_EXERCISE DESCRIPTION_
Below is some data. Retype exactly the lines starting at the one with "M358,737l20,5 -4,15 -19,-5z" and ending at the one with "M557,797l59,10 -5,31 -5,-1".

_MATERIAL FOR THIS EXERCISE_
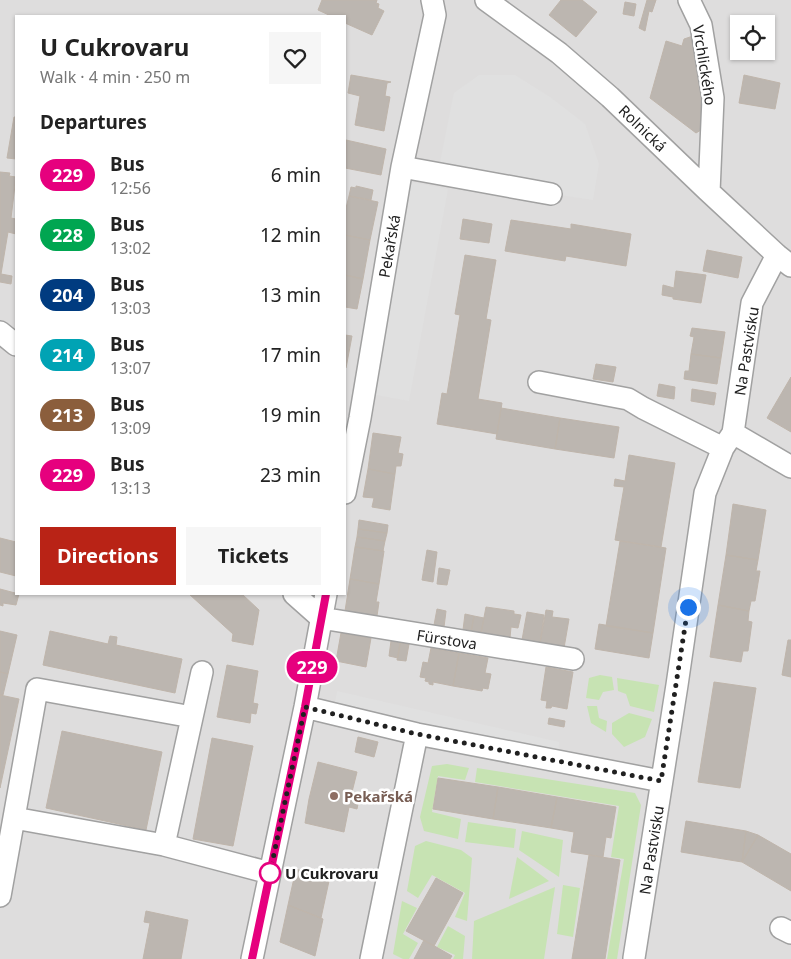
<!DOCTYPE html>
<html lang="en">
<head>
<meta charset="utf-8">
<style>
  :root { --surface:#fff; --page:#f6f6f6; --text:#222; --muted:#767676; --accent:#b92316 }
  body { margin:0; font-family:"Noto Sans",sans-serif; background:var(--page); color:var(--text); height:100vh; display:flex; flex-direction:column; font-size:19px; white-space:nowrap }
  * { box-sizing:border-box; margin:0 }
  p { font-size:16px; color:var(--muted) }
  .icon { flex:none; width:28px; height:28px; fill:none; stroke:currentColor; stroke-width:2; stroke-linecap:round; stroke-linejoin:round }
  .map { position:relative; flex:1; overflow:hidden }
  .sheet { position:absolute; left:15px; top:15px; width:331px; height:580px; display:flex; flex-direction:column; background:var(--surface); border-radius:0px; box-shadow:0 1px 4px #0004 }
  .sheet>* { flex:none }
  .badge { padding:0 10px; border-radius:16px; font-size:18px; line-height:32px }
  .tools { position:absolute; left:730px; top:15px; display:grid; gap:10px }
  .tools a { display:grid; place-items:center; width:45px; height:45px; border-radius:0px; background:var(--surface); box-shadow:0 1px 4px #0004; font-size:25px }
  .you { position:absolute; width:25px; height:25px; margin:-12px; border:4px solid #fff; border-radius:50%; background:#1a73e8; box-shadow:0 0 0 8px #1a73e833 }
  .map>.badge { position:absolute; translate:-50% -50%; box-shadow:0 0 0 2px #fff }
  h2 { padding:0 25px; font-size:19px; line-height:45px }
  .round { display:grid; place-items:center; flex:none; width:52px; height:52px; border-radius:0px; background:var(--page) }
  .headline { display:flex; align-items:center; justify-content:space-between; height:85px; padding:0 25px }
  h1 { font-size:24px; font-weight:700; line-height:38px }
  .primary-button { display:flex; gap:10px; margin-top:auto; padding:10px 25px }
  .primary-button a { flex:1; height:58px; border-radius:0px; background:var(--accent); color:#fff; font-size:20px; font-weight:700; line-height:58px; text-align:center }
  .primary-button a+a { background:var(--page); color:var(--text) }
  ul { padding:0; list-style:none }
  li { display:flex; align-items:center; gap:15px; height:60px; padding:0 25px }
  li div { flex:1 }
  li b { display:block; font-size:19px }
  li em { font-style:normal }
  li .badge { min-width:55px; font-weight:700; text-align:center }
  .map>svg:first-child { display:block }
  .residential { fill:#dedddd; fill-rule:evenodd }
  .grass { fill:#c7e3b3 }
  .parking { fill:#e0e0e0 }
  .building { fill:#bcb6b0; stroke:#bfb5ab }
  .lines { fill:none; stroke-linecap:round; stroke-linejoin:round }
  .minor-casing { stroke:#a1a1a1; stroke-width:24 }
  .minor { stroke:#fff; stroke-width:21 }
  .line-casing { stroke:#fff; stroke-width:11 }
  .line { stroke:#e6007e; stroke-width:8 }
  .walk { stroke:#202020; stroke-width:5; stroke-dasharray:0 9 }
  .education-dot { fill:#8d6e63; stroke:#fff; stroke-width:2 }
  .stop-dot { fill:#fff; stroke:#e6007e; stroke-width:2.5 }
  .labels { text-anchor:middle; dominant-baseline:central; stroke-width:5; stroke-linejoin:round; paint-order:stroke }
  .street-label { font-size:15px; fill:#202020; stroke:#fff }
  .education-label { font-size:15px; font-weight:bold; fill:#785e54; stroke:#fff; text-anchor:start }
  .stop-label { font-size:15px; font-weight:bold; fill:#202020; stroke:#fff; text-anchor:start }
</style>
</head>
<body>
<div class="map">
<svg width="791" height="959" viewBox="0 0 791 959">
  <rect width="100%" height="100%" fill="#efede7"/>
  <path class="residential" d="M0,0h791v959h-791zM16,16h329v578h-329zM739,24h27v27h-27z"/>
  <path class="grass" d="M600,675l12,2 2,13 -11,2 -4,8 -13,-2 3,-20z
    M617,678l42,7 -5,27 -24,-6 -4,-12 -8,-3z
    M597,706l2,12 8,3 -1,11 -15,-9 -4,-17z
    M629,713l23,6 -7,18 -21,10 -12,-13v-11z
    M447,764l22,4 -4,12 -27,-4 -6,36 29,7 -3,20 -34,-8 -4,-14 12,-51z
    M477,768l158,25 6,12 -24,154h-10l17,-100 -13,-2 8,-51 -144,-24z
    M468,822l48,7 -2,19 -49,-6z
    M522,831l41,9 -4,37 -40,-27z
    M426,841l35,9 11,8 -5,63 -12,-4 10,-24 -33,-18 -14,23 -11,-7 8,-45z
    M517,857l32,24 -40,18z
    M563,885l17,3 -7,49 -16,-3z
    M555,887l-11,72h-72l2,-38z
    M402,901l15,7 -14,26 15,9 -9,16h-6l-10,-5z
    M448,926l17,10 -2,23h-10l2,-4 -18,-8z"/>
  <path class="parking" d="M479,75h36l35,22 35,27 14,40 -6,36 -46,-7 -109,-20 16,-80z
    M410,182l38,7 -39,212 -38,-7z
    M337,691l222,51 -1,15 -224,-50z"/>
  <path class="building" d="M322,0h55l-1,3 3,1 -1,4 6,3 -12,24 -27,-12v-7h-14l-13,-6z
    M561,0h21l15,12 -21,25 -27,-22z
    M647,0h9l-4,12 -3,-1 -4,20 -6,-3z
    M625,2l11,2 -2,12 -11,-2z
    M693,36l10,38 -2,56 -5,3 -46,-35 16,-57 16,5 2,-7z
    M351,75l40,7 -4,1 -2,13 5,1 -6,34 -29,-6 5,-29 -12,-3z
    M744,75l36,8 -5,26 -36,-6z
    M14,117h2v42l-9,-1z
    M346,140l40,9 -5,26 -36,-7z
    M0,172l10,1 -1,3 7,1 -5,41 5,1v15l-8,-2 -7,42 11,2 -1,8 -11,-2z
    M356,186l17,4 -2,10 -22,-4 2,-9 5,1z
    M349,196l29,6 -8,38 -25,-5v-27h1z
    M463,219l29,5 -3,19 -29,-4z
    M511,220l60,9v-5l60,10 -5,32 -60,-10 -1,5 -60,-10z
    M345,235l25,5 -7,39 -18,-4z
    M707,250l35,7 -4,21 -35,-7z
    M465,255l31,5 -10,59 5,1 -13,79 24,4 -5,31 -60,-10 5,-31 5,1 13,-79 -5,-1z
    M676,271l30,4 -5,28 -28,-4v-2l-11,-2 1,-10 11,3z
    M345,275l18,4 -6,30 -12,-2z
    M692,328l33,4 -4,26 -30,-4 3,-17 -4,-1z
    M345,335l7,1 -6,32h-1z
    M691,354l30,4 -4,26 -33,-5 1,-8h4z
    M596,364l20,3 -3,15 -20,-3z
    M791,377v55l-24,-14z
    M659,384l16,3 -1,12 -17,-3z
    M692,389l24,4 -2,12 -23,-4z
    M501,408l59,10 -5,31 -59,-10z
    M560,418l59,9 -5,31 -59,-9z
    M373,433l28,4 -3,16 5,1 -2,12h-5l-1,8 -27,-5z
    M629,455l46,8 -14,84 -46,-7 9,-53 -10,-1 1,-7 10,2z
    M368,469l27,5 -5,36 -18,-3 2,-9 -11,-1z
    M733,504l33,6 -8,50 -32,-5z
    M359,520l29,5 -1,8 -29,-4z
    M358,529l29,4 -2,8 -28,-4z
    M357,537l28,4 -2,10 -28,-4z
    M0,538l16,4v34l-16,-4z
    M620,541l46,7 -13,85 -47,-7z
    M355,547l29,4 -5,33 -29,-5z
    M427,550l10,2 -4,30 -11,-2z
    M726,555l32,5 -2,11h4l-5,30h-4l-2,10 -31,-6z
    M439,568l11,2 -3,15 -10,-1z
    M350,579l29,5 -3,18h3l-2,14 -32,-5z
    M0,589l19,5 -3,11 -13,-2v3l-3,-1z
    M189,594h53l17,16 -6,35 -21,-4 1,-7z
    M718,605l31,6 -1,10 4,1 -4,29h-5l-2,11 -31,-5z
    M486,607l28,4v3l7,1 -3,13 -7,-1 -1,11 -29,-5z
    M437,609l9,2 -2,16 -10,-2z
    M546,610l7,1 -1,6 17,2 -5,29 -24,-5z
    M527,612l17,3 -4,28 -18,-3z
    M465,614l9,2 -3,16 -8,-2z
    M474,616l10,2 -3,15 -10,-1z
    M599,624l54,9 -4,25 -54,-9z
    M0,631l17,4 -9,39 -8,-2z
    M50,631l58,13 2,-8 7,1 -1,8 66,14 -7,34 -132,-28z
    M341,633l30,5 -5,29 -30,-6z
    M788,640h3v37l-9,-2z
    M391,641l9,2 -2,15 -9,-2z
    M400,643l9,1 -3,17 -9,-1z
    M431,648l28,5 -6,33 -20,-4v3l-4,-1v-2l-4,-1 1,-3 -6,-1 3,-15 5,1z
    M459,653l29,5 -3,15 6,1 -3,15 -5,-1 -1,3 -29,-5z
    M227,665l31,6 -5,32 5,1 -2,10 -5,-1 -1,10 -33,-6z
    M546,667l27,5 -6,37 -15,-3 -1,2h-5l1,-7 -6,-1z
    M0,672l8,2 -5,21h-3z
    M714,682l42,6 -16,100 -42,-6z
    M0,695l19,4 -19,89z
    M549,718l16,3 -1,6 -16,-3z
    M62,731l100,21 -16,78 -100,-22z
    M358,737l20,5 -4,15 -19,-5z
    M212,738l41,8 -20,100 -40,-7z
    M318,762l39,10 -5,20 8,2 -3,15 -8,-2 -5,25 -39,-9 4,-24z
    M438,778l60,9 -5,32 -60,-10z
    M498,787l59,10 -6,31 -58,-9z
    M557,797l59,10 -5,31 -5,-1 -3,20 -32,-5 3,-20 -23,-4z
    M686,821l60,10 -4,31 -61,-10z
    M746,831l12,4 -16,27z
    M758,835l33,19v37l-49,-29z
    M589,855l31,5 -15,99h-33z
    M296,869l33,12 -8,37 -33,-13z
    M436,878l27,15 -29,53 -28,-15z
    M288,905l35,14 -8,37 -35,-14z
    M146,911l42,9 -7,39h-38l7,-36 -6,-1z
    M424,940l28,16 -2,3h-36z"/>
  <g class="lines">
    <defs>
      <path id="minor" d="M486,0l73,53 51,44 97,93 70,65 14,11
        M689,0l12,25 12,73 -4,94
        M402,167l149,27
        M0,332l16,13
        M539,382l89,17 15,9 80,40
        M733,433l58,34
        M345,493l15,-75 42,-251 33,-152 -3,-15
        M294,594l27,24 252,41
        M202,672l-38,173 106,28
        M305,707l112,27 244,47
        M14,818l150,27
        M0,896l37,-207 155,28
        M781,928l10,5
        M634,958l43,-273 28,-192 18,-45 10,-15 19,-130 25,-48
        M252,959l53,-252 21,-113
        M371,959l46,-225"/>
    </defs>
    <use href="#minor" class="minor-casing"/>
    <use href="#minor" class="minor"/>
  </g>
  <g class="lines">
    <defs>
      <path id="line" d="M252,959l53,-252 21,-113"/>
    </defs>
    <use href="#line" class="line-casing"/>
    <use href="#line" class="line"/>
    <path class="walk" d="M270,873l35,-166 112,27 244,47 27,-174"/>
  </g>
  <circle class="education-dot" cx="334" cy="796" r="5"/>
  <circle class="stop-dot" cx="270" cy="873" r="10"/>
  <g class="labels">
    <g class="street-label">
      <text transform="translate(705 65) rotate(81)">Vrchlického</text>
      <text transform="translate(643 128) rotate(44)">Rolnická</text>
      <text transform="translate(389 246) rotate(-80)">Pekařská</text>
      <text transform="translate(746 351) rotate(-81)">Na Pastvisku</text>
      <text transform="translate(447 639) rotate(9)">Fürstova</text>
      <text transform="translate(651 850) rotate(-81)">Na Pastvisku</text>
    </g>
    <g class="education-label">
      <text x="344" y="796">Pekařská</text>
    </g>
    <g class="stop-label">
      <text x="285" y="873">U Cukrovaru</text>
    </g>
  </g>
</svg>
<div class="tools">
<a><svg class="icon" aria-label="locate" viewBox="0 0 24 24"><circle cx="12" cy="12" r="6"/><path d="M12 2v4M12 18v4M2 12h4M18 12h4"/></svg></a>
</div>
<div class="you" style="left:688px;top:607px"></div>
<b class="badge" style="left:312px;top:667px;background:#e6007e;color:#fff">229</b>
<section class="sheet">
<div class="headline"><div><h1>U Cukrovaru</h1><p>Walk · 4 min · 250 m</p></div><a class="round"><svg class="icon" aria-label="heart" viewBox="0 0 24 24"><path d="M12 20l-8-8c-3-5 5-10 8-4 3-6 11-1 8 4z"/></svg></a></div>
<h2>Departures</h2>
<ul>
<li><span class="badge" style="background:#e6007e;color:#fff">229</span><div><b>Bus</b><p>12:56</p></div><em>6 min</em></li>
<li><span class="badge" style="background:#00a651;color:#fff">228</span><div><b>Bus</b><p>13:02</p></div><em>12 min</em></li>
<li><span class="badge" style="background:#003b80;color:#fff">204</span><div><b>Bus</b><p>13:03</p></div><em>13 min</em></li>
<li><span class="badge" style="background:#00a3b4;color:#fff">214</span><div><b>Bus</b><p>13:07</p></div><em>17 min</em></li>
<li><span class="badge" style="background:#8b5e3c;color:#fff">213</span><div><b>Bus</b><p>13:09</p></div><em>19 min</em></li>
<li><span class="badge" style="background:#e6007e;color:#fff">229</span><div><b>Bus</b><p>13:13</p></div><em>23 min</em></li>
</ul>
<div class="primary-button"><a>Directions</a><a>Tickets</a></div>
</section>
</div>
</body>
</html>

_RESPONSE TO THIS TASK_
    M358,737l20,5 -4,15 -19,-5z
    M212,738l41,8 -20,100 -40,-7z
    M318,762l39,10 -5,20 8,2 -3,15 -8,-2 -5,25 -39,-9 4,-24z
    M438,778l60,9 -5,32 -60,-10z
    M498,787l59,10 -6,31 -58,-9z
    M557,797l59,10 -5,31 -5,-1 -3,20 -32,-5 3,-20 -23,-4z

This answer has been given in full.